Delta CEO: More summer flights seen as U.S. travel slowly rises

FILE PHOTO: Delta Air Lines passenger planes are seen parked due to flight reductions made to slow the spread of coronavirus disease (COVID-19), at Birmingham-Shuttlesworth International Airport in Birmingham, Alabama, U.S. March 25, 2020. REUTERS/Elijah Nouvelage/File Photo

WASHINGTON (Reuters) - Delta Air Lines Inc DAL.N is likely to increase capacity this summer by adding flights in June and July as U.S. domestic travel slowly picks up amid the novel coronavirus pandemic, its chief executive officer said on Wednesday.

CEO Edward Bastian told Fox Business Network the airline’s 60% cap on passenger load would help it maintain social distancing, while it also undertakes other efforts such as cleaning to boost customer confidence.

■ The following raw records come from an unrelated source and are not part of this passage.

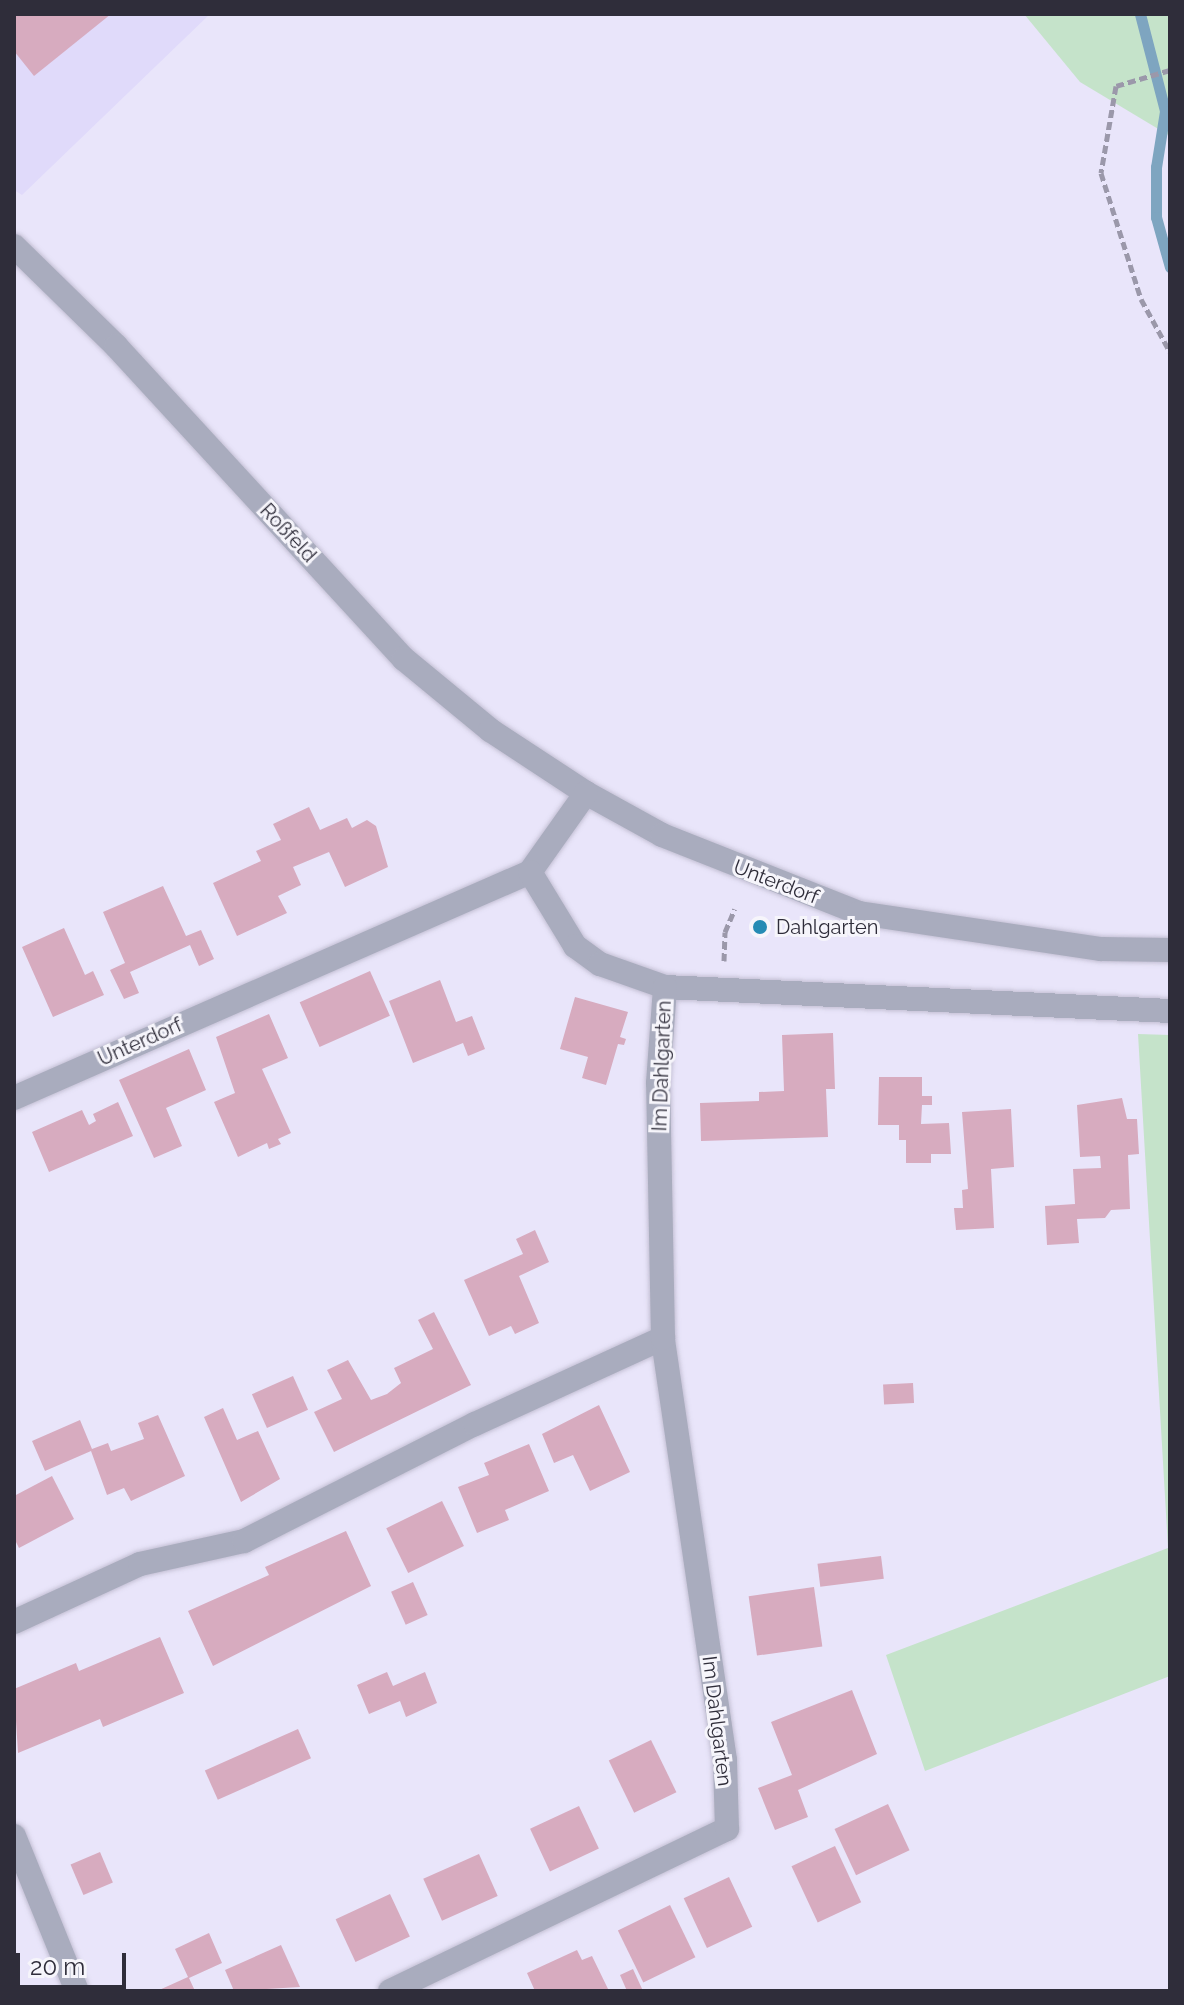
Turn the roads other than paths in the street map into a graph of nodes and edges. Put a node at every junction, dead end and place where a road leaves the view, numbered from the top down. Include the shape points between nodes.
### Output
1 (14, 246) edge
2 (586, 793) junction
3 (530, 872) junction
4 (1170, 950) edge
5 (665, 987) junction
6 (1170, 1011) edge
7 (14, 1098) edge
8 (663, 1338) junction
9 (14, 1622) edge
10 (14, 1836) edge
11 (77, 1991) edge
12 (390, 1991) edge

1 - 2 street, Roßfeld via 116,346 404,659 490,730
2 - 3 street
2 - 4 street, Unterdorf via 662,835 859,913 1101,949
3 - 5 street via 575,946 600,964
3 - 7 street, Unterdorf
5 - 6 street
5 - 8 street, Im Dahlgarten via 658,1083
8 - 9 street via 475,1424 244,1541 140,1564
8 - 12 street, Im Dahlgarten via 725,1760 727,1829
10 - 11 street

“Today our load factor on Delta is somewhere about 35-40% full,” he said in an interview. “Once we get close to 60% on an individual route that’ll be the trigger for us to add more planes into the system.”

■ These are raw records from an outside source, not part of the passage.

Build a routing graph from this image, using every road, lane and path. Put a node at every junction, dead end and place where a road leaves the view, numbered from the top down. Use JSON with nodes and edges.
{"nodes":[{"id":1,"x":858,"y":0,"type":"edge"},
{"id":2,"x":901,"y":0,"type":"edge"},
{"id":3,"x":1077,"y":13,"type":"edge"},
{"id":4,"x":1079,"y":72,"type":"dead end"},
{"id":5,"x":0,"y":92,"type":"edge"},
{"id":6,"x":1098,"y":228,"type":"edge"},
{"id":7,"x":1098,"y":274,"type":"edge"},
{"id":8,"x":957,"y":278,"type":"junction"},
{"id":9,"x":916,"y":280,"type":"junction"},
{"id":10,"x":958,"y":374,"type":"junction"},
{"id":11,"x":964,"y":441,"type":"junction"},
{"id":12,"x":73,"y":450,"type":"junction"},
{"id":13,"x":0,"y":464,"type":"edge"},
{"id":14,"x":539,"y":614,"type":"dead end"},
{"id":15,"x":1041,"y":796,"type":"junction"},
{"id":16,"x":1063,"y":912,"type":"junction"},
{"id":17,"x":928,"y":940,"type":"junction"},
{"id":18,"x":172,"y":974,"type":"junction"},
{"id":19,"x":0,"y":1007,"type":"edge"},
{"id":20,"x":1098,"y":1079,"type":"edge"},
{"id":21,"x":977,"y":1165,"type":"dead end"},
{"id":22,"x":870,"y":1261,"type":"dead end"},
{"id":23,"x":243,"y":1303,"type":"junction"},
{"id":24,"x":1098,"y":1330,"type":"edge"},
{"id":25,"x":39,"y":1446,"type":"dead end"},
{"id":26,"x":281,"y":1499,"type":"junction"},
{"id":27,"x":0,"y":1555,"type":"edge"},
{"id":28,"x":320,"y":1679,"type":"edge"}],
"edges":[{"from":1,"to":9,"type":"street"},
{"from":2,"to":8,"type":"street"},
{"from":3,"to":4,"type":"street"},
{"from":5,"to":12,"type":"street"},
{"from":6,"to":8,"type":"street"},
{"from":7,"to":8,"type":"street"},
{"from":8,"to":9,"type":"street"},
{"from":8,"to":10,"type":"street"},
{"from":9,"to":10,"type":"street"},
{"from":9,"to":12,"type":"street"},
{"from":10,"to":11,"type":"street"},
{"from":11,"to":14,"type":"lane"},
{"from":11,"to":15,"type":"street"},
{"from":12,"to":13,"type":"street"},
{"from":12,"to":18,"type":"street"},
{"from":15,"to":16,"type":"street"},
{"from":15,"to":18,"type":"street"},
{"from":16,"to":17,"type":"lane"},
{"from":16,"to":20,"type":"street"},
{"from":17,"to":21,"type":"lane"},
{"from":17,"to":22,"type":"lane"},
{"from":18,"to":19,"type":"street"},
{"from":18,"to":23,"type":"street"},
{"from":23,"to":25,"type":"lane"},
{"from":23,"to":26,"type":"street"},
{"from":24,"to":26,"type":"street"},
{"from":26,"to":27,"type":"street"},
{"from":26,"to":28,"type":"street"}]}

Bastian said he expected to add about 200 flights in June, and probably another 200 or 300 flights in July.

Overall, U.S. travel continues to be “slow,” he said, adding that he expects it to recover in the next 12 to 18 months, although international travel may not restart more fully until 2021.

He said he expects the company’s costs to be down more than 50% in the second quarter on year-over-year basis, and that with the help of U.S. government assistance he sees ending June with a $14 billion cash balance to help the airline ride out the pandemic.

Sources familiar with the airline’s strategy had told Reuters Delta’s plan to limit passengers to 60% of its seats was key to its efforts to manage fallout from the coronavirus outbreak.